After the war was over, there was nothing to do but pull up stakes and move south to a plantation on the Savannah River which the grateful state of Georgia had given Nathaniel for military services rendered. The couple worked like dogs to make a go of it until Nat inconveniently died of sunstroke. Caty was left to raise five children alone and so she donned the pantaloons in the family and got on with it.
To her credit, she didn’t complain. She experimented with growing cotton instead of rice which is the point at which destiny came knocking at her door. Her employees (aka slaves) found picking the seeds out of cotton to be a laborious and time-consuming process. One person could only clean about a pound of cotton per day making the little puff balls an unlikely cash crop. The employees on the plantation suggested various alternatives to cleaning cotton by hand.
Caty took their ideas seriously and put on her thinking cap. What if one could design a machine to clean the seeds from the cotton? Hmmm. Enter a down-at-the-heels Yale graduate who was tutoring her neighbor’s kids and was looking for a place to crash. He said he was good with tools. His name was Eli Whitney. Caty gave him a workshop on her property and immediately set him the task of assembling a machine according to her specifications. It was called a cotton gin, not because it distilled cotton bolls into liquor but because gin is short for “engine”.
Eli gave it his best shot. He toiled in his workshop for hours on end but no matter what he tried, the dratted thing wouldn’t work. He was ready to throw in the towel and go back to tutoring brats for a living when his benefactress stopped by to check on his progress.
“So how’s it going?” she asked.
“Not so good.” He sighed and wilted over his workbench.
With intense concentration, Caty studied the contraption he’d built. She puzzled over it for a full half a minute before saying, “I think you need to use metal teeth instead of wooden ones to comb the cotton. Give that a try.”
He gave it a try and the rest, as they say, is history. Eli Whitney applied for a patent for the first cotton gin in 1793 and the industrial revolution was born. School children all over America are taught that Whitney invented the cotton gin though as feminist Matilda Joselyn Gage would sniff a hundred years later, “the cotton gin owes its origin to a woman.”

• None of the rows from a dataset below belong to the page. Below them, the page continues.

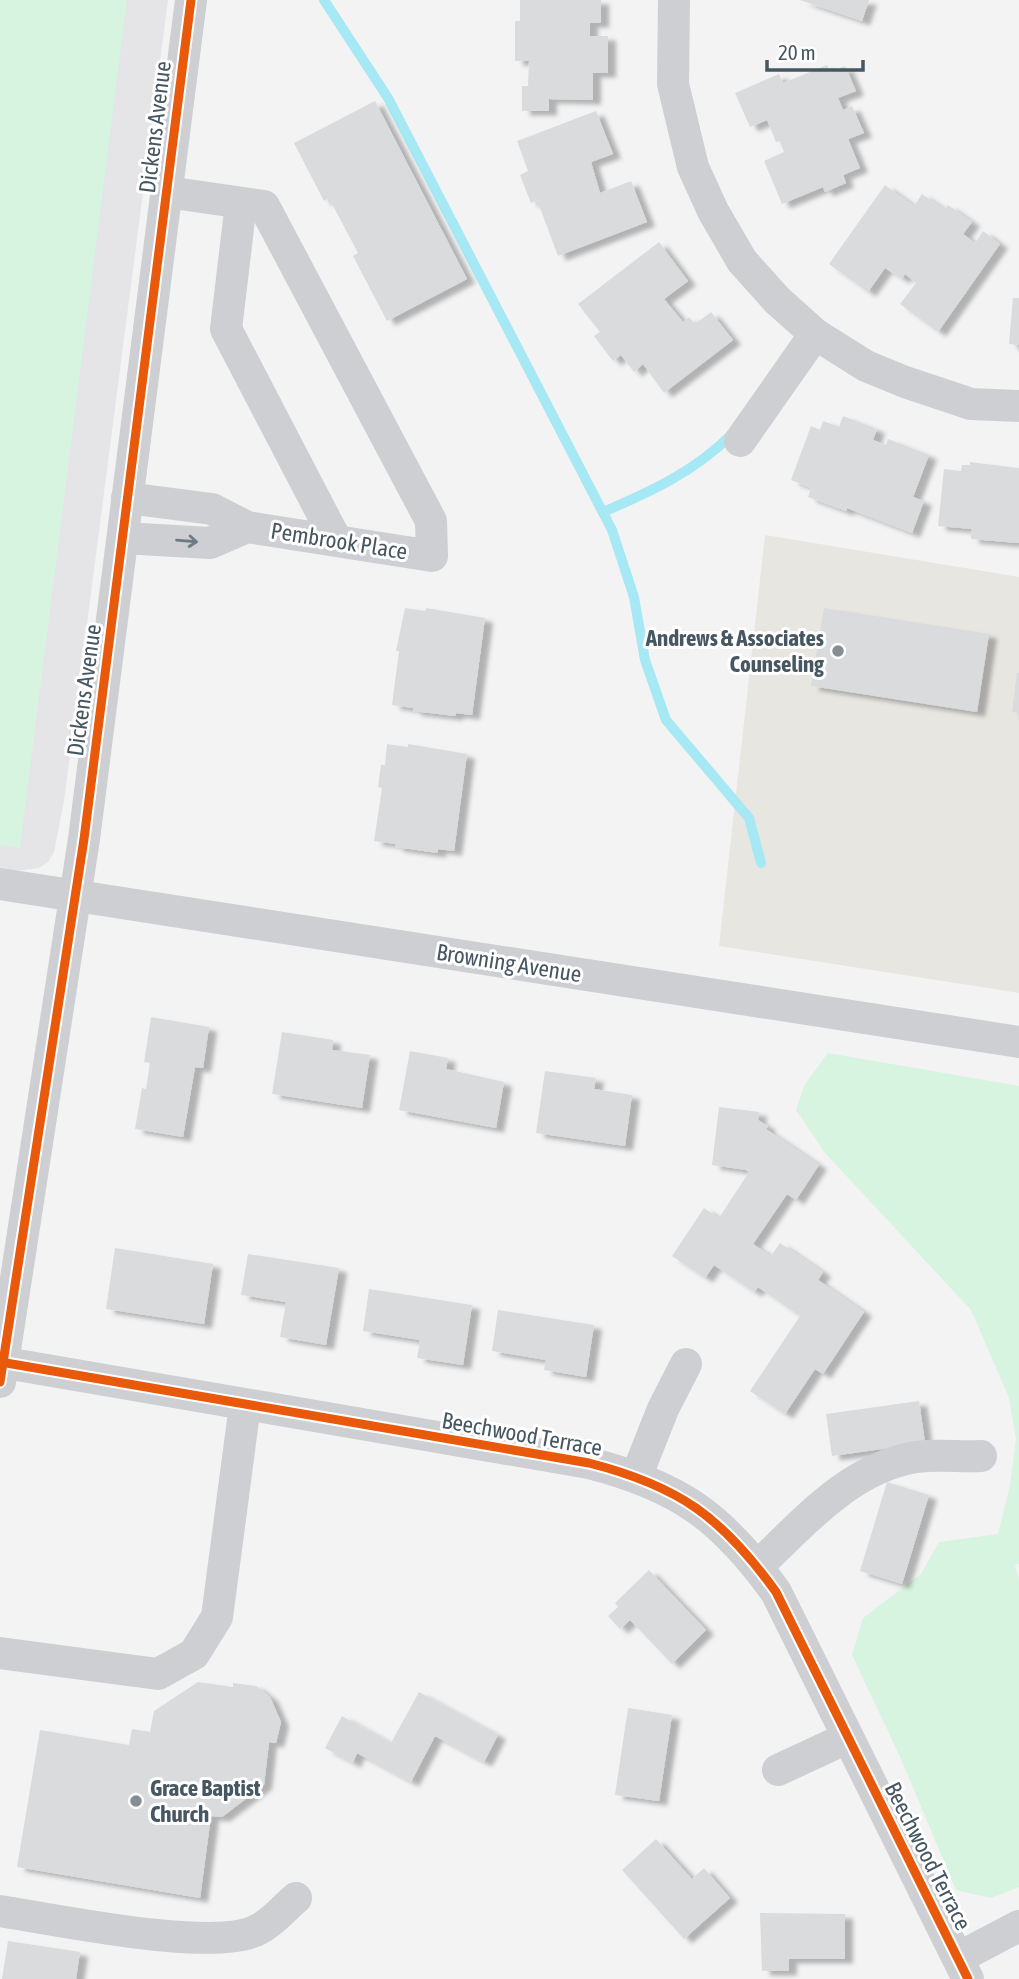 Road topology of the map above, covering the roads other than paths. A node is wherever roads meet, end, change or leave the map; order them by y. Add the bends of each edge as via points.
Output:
1 (191, 0) edge
2 (674, 0) edge
3 (167, 192) junction
4 (241, 203) junction
5 (815, 334) junction
6 (1019, 407) edge
7 (740, 441) dead end
8 (127, 498) junction
9 (247, 527) junction
10 (123, 538) junction
11 (336, 540) junction
12 (0, 884) edge
13 (76, 895) junction
14 (1019, 1042) edge
15 (686, 1364) dead end
16 (1, 1369) edge
17 (245, 1405) junction
18 (981, 1457) dead end
19 (636, 1477) junction
20 (758, 1566) junction
21 (0, 1653) edge
22 (847, 1738) junction
23 (778, 1770) dead end
24 (296, 1898) dead end
25 (0, 1911) edge
26 (1019, 1926) edge
27 (963, 1969) edge

1 - 3 street, Dickens Avenue
2 - 5 street via 673,83 693,167 742,261
3 - 4 street
3 - 8 street, Dickens Avenue
4 - 11 street via 226,329
4 - 11 street, Pembrook Place via 264,206 431,521 432,556
5 - 6 street via 866,366 905,382 971,404
5 - 7 street
8 - 9 street, Pembrook Place via 212,509
8 - 10 street, Dickens Avenue
10 -> 9 street, Pembrook Place via 210,543
9 - 11 street, Pembrook Place
10 - 13 street, Dickens Avenue
12 - 13 street, Browning Avenue
13 - 14 street, Browning Avenue
13 - 16 street, Dickens Avenue
15 - 19 street
16 - 17 street, Beechwood Terrace
17 - 19 street, Beechwood Terrace via 589,1464
17 - 21 street via 217,1617 194,1654 158,1674
18 - 20 street via 918,1457 881,1466 833,1497
19 - 20 street, Beechwood Terrace via 680,1496 712,1517
20 - 22 street, Beechwood Terrace via 776,1592
22 - 23 street
22 - 27 street, Beechwood Terrace
24 - 25 street via 258,1930 226,1939 152,1934
26 - 27 street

So why didn’t Caty get the credit? The Patent Act of 1790 would have given her the legal right to take out a patent in her own name but the social stigma of doing so would have been unbearable. She would have been shunned by her social set and kicked off the A-list for all important functions for the rest of her life. Everybody already thought she was fast because she liked to chat about politics but this would have been too much. Consequently, Eli Whitney became the front man so that the brains of the operation could hold her head up proudly in polite circles and say, “I’ve never had an original thought in my entire life. I swear to God, not one!”

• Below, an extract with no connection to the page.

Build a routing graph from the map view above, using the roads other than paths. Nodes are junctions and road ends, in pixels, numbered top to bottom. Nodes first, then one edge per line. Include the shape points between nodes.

Ultimately, the humble seed comber made cotton king in the south. It could clean one and a half tons of the stuff per day. For the first time, the fabric became cheap and affordable for everybody. No more did people surreptitiously stitch their own underwear by candlelight in basements across America. They could go to the store and purchase unmentionables in broad daylight. In fact, they could purchase more than a single pair! People became distinctly less crabby now that their breeches were no longer made of chafing fabrics like flax, linen and wool. So the next time you slip on your Fruit Of The Looms, breathe a silent word of thanks to the woman who made it all possible. Hats off (or maybe it should be pants off) to Caty Greene.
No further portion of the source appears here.